Potatoes are starchy vegetables. They fall into the list of foods to avoid for high blood pressure. An American study found that eating more boiled, baked, or mashed potatoes raises the risk of hypertension in both adult men and women.
Furthermore, you are aware that eating potato chips four or more times per week makes you slow and sluggish. Weight gain is one of the outcomes of potato chip consumption. Therefore, you should avoid or limit one serving per week of potato chips. If you really want a crunchy, salty snack, try eating a small amount of one with less sodium. For instance, nuts, either mildly salted or unsalted, can also be used in very small amounts. The daily limit for heart-healthy nuts is around 28 to 30 grams per day.
9. Canned vegetables and products with excess salt
Canned products are bad for your blood pressure. It is because the lining of the can has harmful chemicals that can increase your blood pressure level.
Canned vegetables have hidden sodium that can be dangerous for hypertensive patients. In this regard, canned tomato products are worse for heart health. Similarly, canned beans also have excess sodium, which is used as a preservative.
Therefore, use low or no sodium varieties. The best care you can give to your family is to use fresh ingredients for cooking.
10. Bakery Food Items
How does processed bakery food affect blood pressure?
The most in-demand snacks are bakery foods. Everyone loves to snack on donuts, crackers, pies, rolls, candies, cake, cookies, and sugary drinks. But are they healthy?
Processed bakery foods with high sugar and fat content can certainly raise blood pressure. Sugar is even more dangerous than salt in terms of raising blood pressure.It is because fructose raises the blood pressure level.
Moreover, sugar intake is related to weight gain and obesity. Both conditions cause and create hypertension too.
Considering the fact that sugar is more harmful than sodium, we need to limit our diet to natural foods only.
11. Alcohol consumption
One of the most common causes of high blood pressure is excessive alcohol consumption. Furthermore, binge drinking raises the risk of developing chronic cardiovascular disease, liver disease, diabetes, renal disease, and certain types of cancer.
A research study in 2020 on the effect of alcohol consumption on high blood pressure revealed that “At first, alcohol lowers blood pressure for up to 12 hours after you drink it. After that, it raises blood pressure. Within twenty-four hours after ingestion, alcoholic beverages cause a constant and permanent rise in heart rate. That makes it among the worst foods to avoid for high blood pressure.

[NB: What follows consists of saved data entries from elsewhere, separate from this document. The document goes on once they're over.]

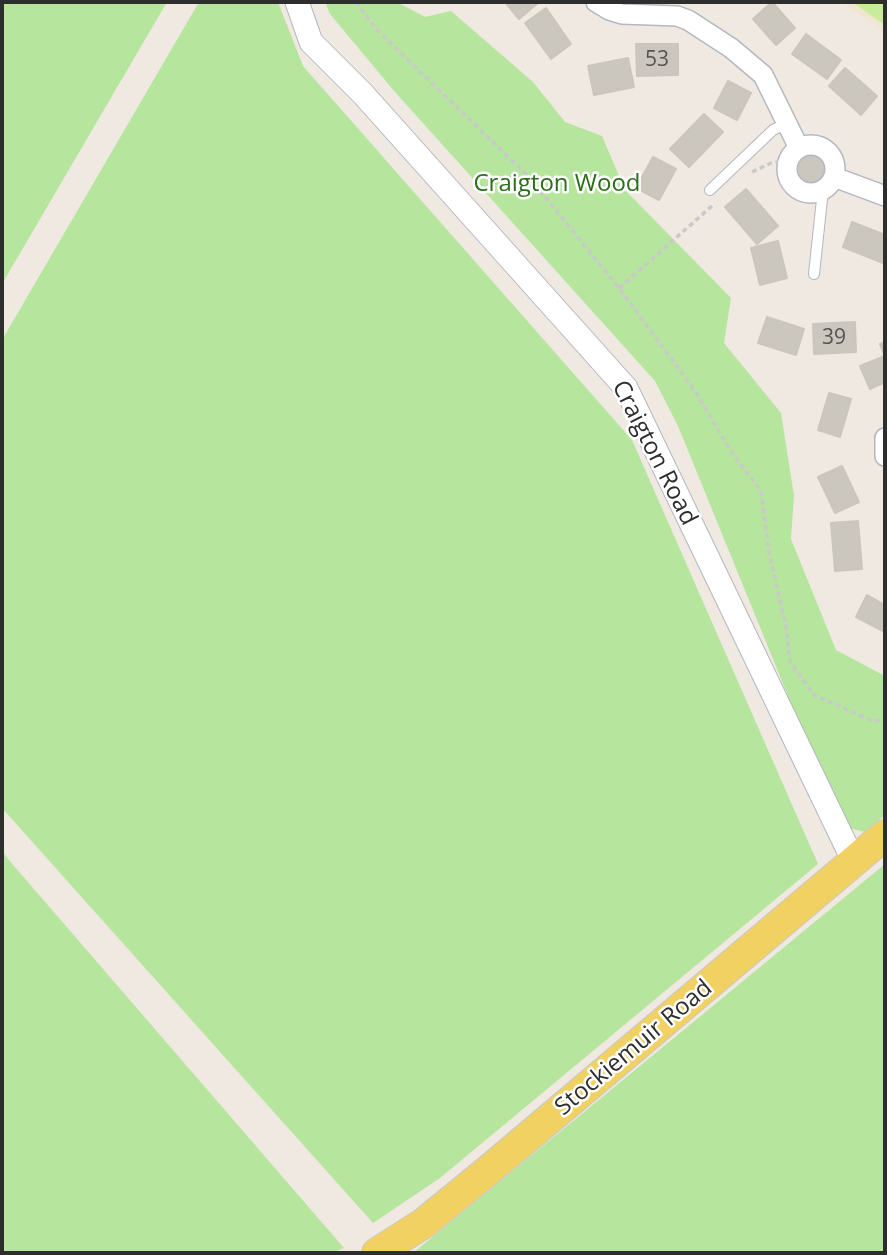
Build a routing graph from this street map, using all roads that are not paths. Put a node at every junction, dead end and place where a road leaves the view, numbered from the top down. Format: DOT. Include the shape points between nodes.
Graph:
graph roads {
  1 [pos="297,2"];
  2 [pos="596,2"];
  3 [pos="786,124"];
  4 [pos="793,155"];
  5 [pos="829,184"];
  6 [pos="710,190"];
  7 [pos="885,196"];
  8 [pos="814,274"];
  9 [pos="885,438"];
  10 [pos="885,456"];
  11 [pos="885,835"];
  12 [pos="854,862"];
  13 [pos="377,1253"];
  1 -- 12 [label="street, Craigton Road" via="311,42 626,388"];
  2 -- 3 [label="street" via="622,14 664,14 688,20 763,75"];
  3 -- 4 [label="street"];
  3 -- 6 [label="lane" via="773,130"];
  4 -- 5 [label="street" via="788,178 799,190 807,193"];
  4 -- 5 [label="street" via="807,145 823,148 834,161"];
  5 -- 7 [label="street"];
  5 -- 8 [label="lane"];
  9 -- 10 [label="street"];
  11 -- 12 [label="main road, Stockiemuir Road"];
  12 -- 13 [label="main road, Stockiemuir Road" via="490,1169 424,1223"];
}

Eventually, reducing alcohol intake can help you maintain your blood pressure levels. Potentially, both men and women should reduce their alcohol intake for better health and maintain healthy blood pressure levels.
12. Canned foods
Pickled foods are very appetizing and are considered good for gut health. But it is not suitable for high blood pressure patients. The most common reason is chloride. Because pickles are either made with salt brine or with raw salt and other spice mixes to preserve vegetables,
However, pickles with less sodium, more potassium, and garlic are beneficial for health. It would be best if you made pickles at home with less salt.
These are some of the top foods to avoid for hypertension patients.